Dat haar geboorteland zo ongeveer op punt van ontbinding staat, daarvan weet de volstrekt pan-Europees ingestelde zangeres niet meteen wat te denken. “Het is allemaal zo vreemd wat er nu gebeurt. Ik lees de kranten en zie de journaals, en ik registreer het. En het is in hoge mate onbegrijpelijk. En wanneer ik dit Belgisch drama vanuit Franse kranten opvang, dan blijkt dat de buitenwereld er nog veel minder van begrijpt. Het kan toch niet zijn dat er zich nu plots een stroomversnelling voordoet. Althans, ik zou het bijzonder erg vinden mocht dit land uit mekaar gaan. Ik denk dat ik Belg ben. Maar zoveel meer. Ik ben een Limburgse, Vlaamse Belg die in Europa woont. Zoiets ongeveer. Maar kom, let’s talk music.”

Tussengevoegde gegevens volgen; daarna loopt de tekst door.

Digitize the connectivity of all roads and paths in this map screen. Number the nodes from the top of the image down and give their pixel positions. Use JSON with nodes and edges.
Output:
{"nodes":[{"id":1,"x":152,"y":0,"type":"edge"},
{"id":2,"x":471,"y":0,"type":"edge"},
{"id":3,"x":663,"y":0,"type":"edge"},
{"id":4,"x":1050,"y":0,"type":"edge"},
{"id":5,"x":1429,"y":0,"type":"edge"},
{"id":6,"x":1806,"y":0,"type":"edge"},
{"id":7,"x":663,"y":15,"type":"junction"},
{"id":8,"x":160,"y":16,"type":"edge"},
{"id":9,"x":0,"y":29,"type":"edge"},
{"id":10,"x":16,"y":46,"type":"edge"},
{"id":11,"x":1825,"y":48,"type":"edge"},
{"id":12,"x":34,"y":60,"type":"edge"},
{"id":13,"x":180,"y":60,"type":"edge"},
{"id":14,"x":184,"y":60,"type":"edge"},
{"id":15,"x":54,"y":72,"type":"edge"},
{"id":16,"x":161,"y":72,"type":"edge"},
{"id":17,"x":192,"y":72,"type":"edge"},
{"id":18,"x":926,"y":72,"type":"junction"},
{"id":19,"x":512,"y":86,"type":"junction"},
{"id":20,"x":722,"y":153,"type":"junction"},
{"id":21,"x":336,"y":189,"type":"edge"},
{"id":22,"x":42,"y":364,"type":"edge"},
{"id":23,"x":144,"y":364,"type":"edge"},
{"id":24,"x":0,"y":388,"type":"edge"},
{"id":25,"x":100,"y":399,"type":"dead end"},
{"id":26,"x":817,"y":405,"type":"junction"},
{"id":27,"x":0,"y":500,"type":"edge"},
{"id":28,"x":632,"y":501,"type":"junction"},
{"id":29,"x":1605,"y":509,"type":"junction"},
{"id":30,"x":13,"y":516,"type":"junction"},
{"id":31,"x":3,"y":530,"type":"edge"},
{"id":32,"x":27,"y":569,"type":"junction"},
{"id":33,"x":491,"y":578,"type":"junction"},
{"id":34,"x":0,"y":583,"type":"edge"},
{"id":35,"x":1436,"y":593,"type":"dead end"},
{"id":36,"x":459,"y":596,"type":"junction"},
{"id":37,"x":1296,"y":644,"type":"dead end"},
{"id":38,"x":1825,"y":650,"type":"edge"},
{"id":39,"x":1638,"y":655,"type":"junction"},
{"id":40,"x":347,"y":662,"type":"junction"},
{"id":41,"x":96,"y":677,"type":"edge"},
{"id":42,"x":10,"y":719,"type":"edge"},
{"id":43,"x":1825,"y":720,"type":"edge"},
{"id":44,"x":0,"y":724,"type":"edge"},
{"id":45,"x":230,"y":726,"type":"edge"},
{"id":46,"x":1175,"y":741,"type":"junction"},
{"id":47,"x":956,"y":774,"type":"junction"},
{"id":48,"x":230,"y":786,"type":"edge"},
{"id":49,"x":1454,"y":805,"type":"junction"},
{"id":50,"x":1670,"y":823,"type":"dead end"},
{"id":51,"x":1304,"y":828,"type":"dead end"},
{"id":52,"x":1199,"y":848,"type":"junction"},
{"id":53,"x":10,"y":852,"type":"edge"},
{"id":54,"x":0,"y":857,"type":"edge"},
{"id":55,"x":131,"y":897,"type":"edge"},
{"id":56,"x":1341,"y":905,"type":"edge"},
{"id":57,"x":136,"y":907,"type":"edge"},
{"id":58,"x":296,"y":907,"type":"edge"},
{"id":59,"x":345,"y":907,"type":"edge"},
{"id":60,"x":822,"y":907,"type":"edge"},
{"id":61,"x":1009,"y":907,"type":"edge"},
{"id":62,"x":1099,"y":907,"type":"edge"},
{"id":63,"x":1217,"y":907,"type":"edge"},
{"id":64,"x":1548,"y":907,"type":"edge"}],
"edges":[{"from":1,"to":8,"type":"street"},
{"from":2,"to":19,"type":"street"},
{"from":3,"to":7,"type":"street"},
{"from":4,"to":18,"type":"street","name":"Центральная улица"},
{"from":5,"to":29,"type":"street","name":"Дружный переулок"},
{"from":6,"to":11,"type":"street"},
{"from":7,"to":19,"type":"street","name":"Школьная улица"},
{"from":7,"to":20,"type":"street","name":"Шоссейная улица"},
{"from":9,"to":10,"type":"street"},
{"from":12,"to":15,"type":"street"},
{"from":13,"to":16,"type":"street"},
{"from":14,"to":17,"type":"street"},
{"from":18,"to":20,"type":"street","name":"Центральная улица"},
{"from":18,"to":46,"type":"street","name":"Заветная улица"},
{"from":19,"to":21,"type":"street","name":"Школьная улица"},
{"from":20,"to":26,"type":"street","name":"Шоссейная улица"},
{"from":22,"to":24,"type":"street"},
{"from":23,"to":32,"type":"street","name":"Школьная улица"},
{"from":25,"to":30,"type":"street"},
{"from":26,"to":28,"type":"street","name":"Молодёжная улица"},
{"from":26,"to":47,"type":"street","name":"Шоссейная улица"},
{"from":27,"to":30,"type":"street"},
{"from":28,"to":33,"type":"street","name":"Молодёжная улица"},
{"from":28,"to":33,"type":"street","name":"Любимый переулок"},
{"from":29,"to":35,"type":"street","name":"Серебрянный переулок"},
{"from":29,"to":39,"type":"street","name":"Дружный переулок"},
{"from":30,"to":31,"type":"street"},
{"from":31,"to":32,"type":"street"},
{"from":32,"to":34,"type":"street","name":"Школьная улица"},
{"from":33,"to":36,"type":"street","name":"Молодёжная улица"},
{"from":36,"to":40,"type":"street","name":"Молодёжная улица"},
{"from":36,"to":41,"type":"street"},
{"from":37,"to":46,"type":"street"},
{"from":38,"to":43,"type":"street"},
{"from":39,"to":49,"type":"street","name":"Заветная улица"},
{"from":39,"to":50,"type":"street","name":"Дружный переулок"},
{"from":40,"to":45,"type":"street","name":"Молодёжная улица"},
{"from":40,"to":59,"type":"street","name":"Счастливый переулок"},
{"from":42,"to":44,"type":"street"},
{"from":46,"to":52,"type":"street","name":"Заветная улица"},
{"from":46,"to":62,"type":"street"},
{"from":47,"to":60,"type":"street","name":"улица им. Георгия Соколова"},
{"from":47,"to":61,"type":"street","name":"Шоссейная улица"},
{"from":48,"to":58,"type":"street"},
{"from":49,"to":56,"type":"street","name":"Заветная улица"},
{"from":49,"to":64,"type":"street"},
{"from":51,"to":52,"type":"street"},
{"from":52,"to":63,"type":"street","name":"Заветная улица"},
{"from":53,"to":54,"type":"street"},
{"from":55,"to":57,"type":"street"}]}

Ja ok, maar toch nog even. Dat Frans waar Axelle Red al van bij het begin voor koos voor haar nummers. Uitermate uitzonderlijk voor een Limburgse, algemeen bekend als de provincie waar men de tweede landstaal het minst goed beheerst. “Ik ben tweetalig opgegroeid en mijn ouders gingen daar behoorlijk ver in. Ze vonden dat belangrijk, en ik ben ze daar nu erg dankbaar voor. Toen niet altijd. (lacht) Plus, we gingen met het gezin vaak op vakantie in Frankrijk. Ik mag wel zeggen dat ik daar de smaak helemaal te pakken kreeg. Dus de keuze was eigenlijk snel gemaakt, toen ik liedjes begon te schrijven. Frans zou het worden. Ik weet dat iedereen denkt dat ik dat al meteen bij wijze van mercantiele meesterzet deed, maar dat klopt niet. Ik vond het gewoon erg mooi. En nog steeds. Ik heb net een tekst geschreven die ik pakweg tien jaar geleden niet had kunnen schrijven. Omdat ik de taal nu beter kan sturen. Ik heb een tijdje het gevoel gehad dat ik alle woorden had opgebruikt, maar dat blijkt dan toch weer niet zo te zijn. De echte finesse komt toch altijd pas later, als je meer durft. Het moet altijd meerlagig zijn, vind ik. Sommige grote Franse artiesten hadden dat – Charles Aznavour, Joe Dassin, Boris Bergman. Ook de manier van het Amerikaanse storytelling in songs. Begin, midden, einde, plot. Dat is iets om naar te streven, al vergt het hard werk. Dat gevoel heb ik nu, dat ik er nog maar pas aan begin. Terwijl ik toch al vijftien jaar bezig ben.”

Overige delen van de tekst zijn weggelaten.